Top Expressions Of 2009
This past year was a particularly trying one. Setting aside all the natural disasters, human atrocities and political misdeeds in our midst, the Philippines focused all its attention in the final months of 2009 on the most important issue facing mankind since global warming. That is, the future of professional golf without Tiger Woods.
It was just all too much to bear. As usual, popular language reflected the sea change around us, allowing us to brave the last 12 months and leaving us with a pile of nagging expressions, many of which can and should be ditched in the decade that was “the Aughties.” In the spirit of “out with the bad, in with the good,” it is time to jettison some of those dubious phrases, and come up with some new crap for “the Tennies.”
“The Aughties.” Okay, granted: we needed a word to describe the last decade, the one that lies wedged between the end of the 20th century and the commencement of the next like a piece of chewed-up apple stuck between two incisors. But, “The Aughties”? Really? Why not call them “The Empties”? And offer a five-peso return on the deposit for the bottles they came in?

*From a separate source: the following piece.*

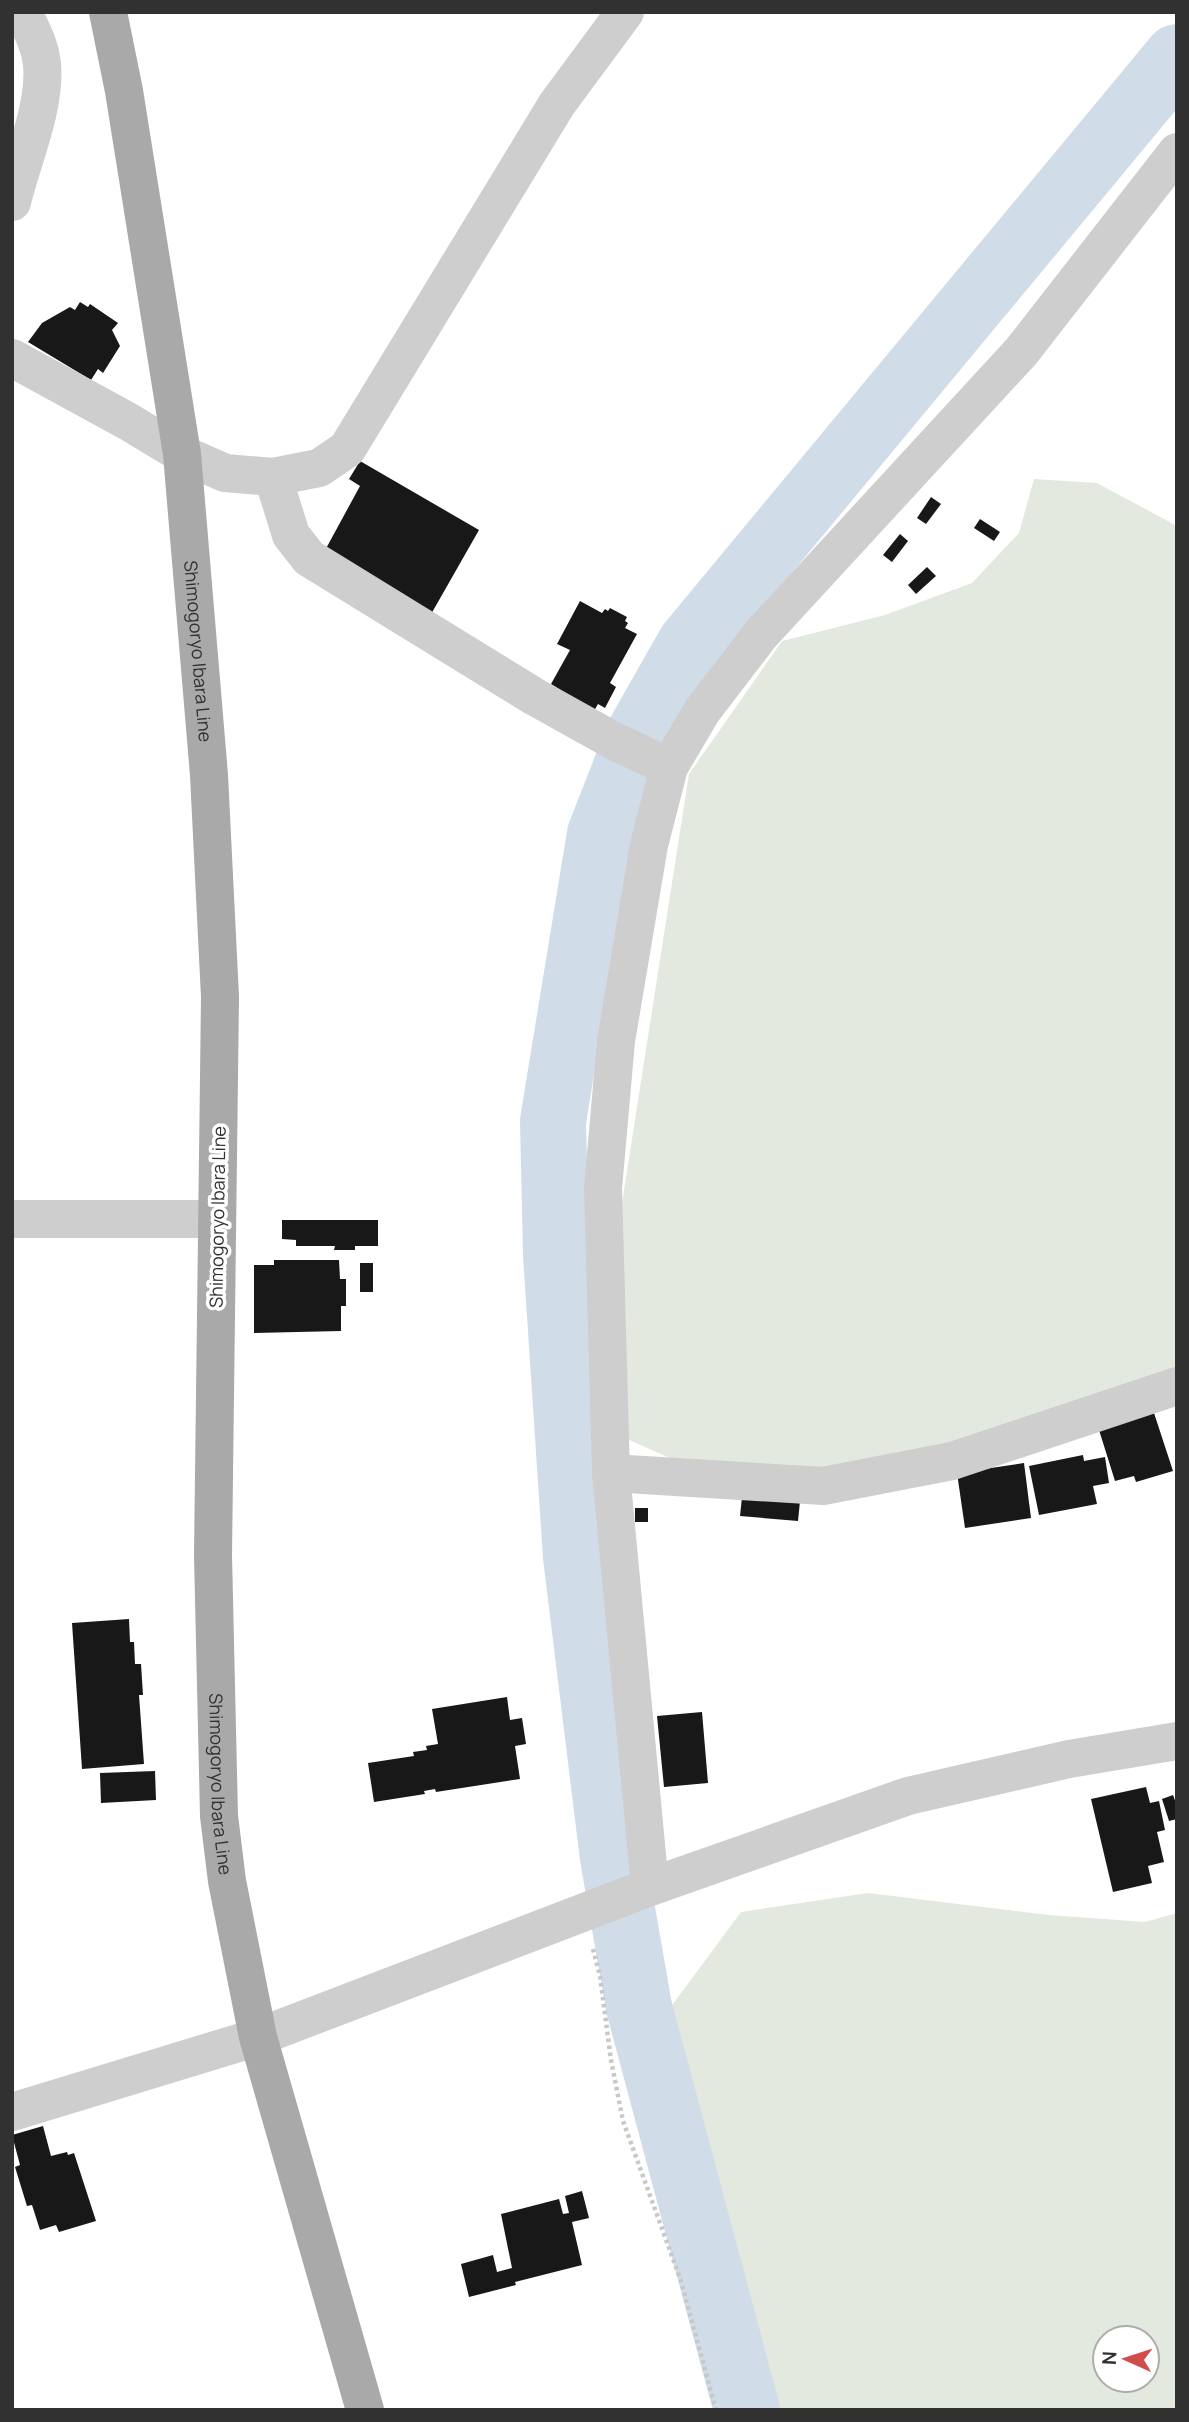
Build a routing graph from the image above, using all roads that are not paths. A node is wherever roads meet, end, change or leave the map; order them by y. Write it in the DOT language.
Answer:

“Aylavet.” Texting shorthand for “I love it,” which actually cleverly reduces the thumb time needed on the keypad because you’re allowed to move to different number keys to spell the phrase out (don’t bother with spaces), rather than suffer long, tedious lag periods as your phone struggles to catch up with typing “I” and “L” in immediate succession. That can be, like, a real time suck. What’s new is that people here actually say it out loud the way it’s spelled, usually drawing out the “lav” part with a short “a” sound for extra emphasis.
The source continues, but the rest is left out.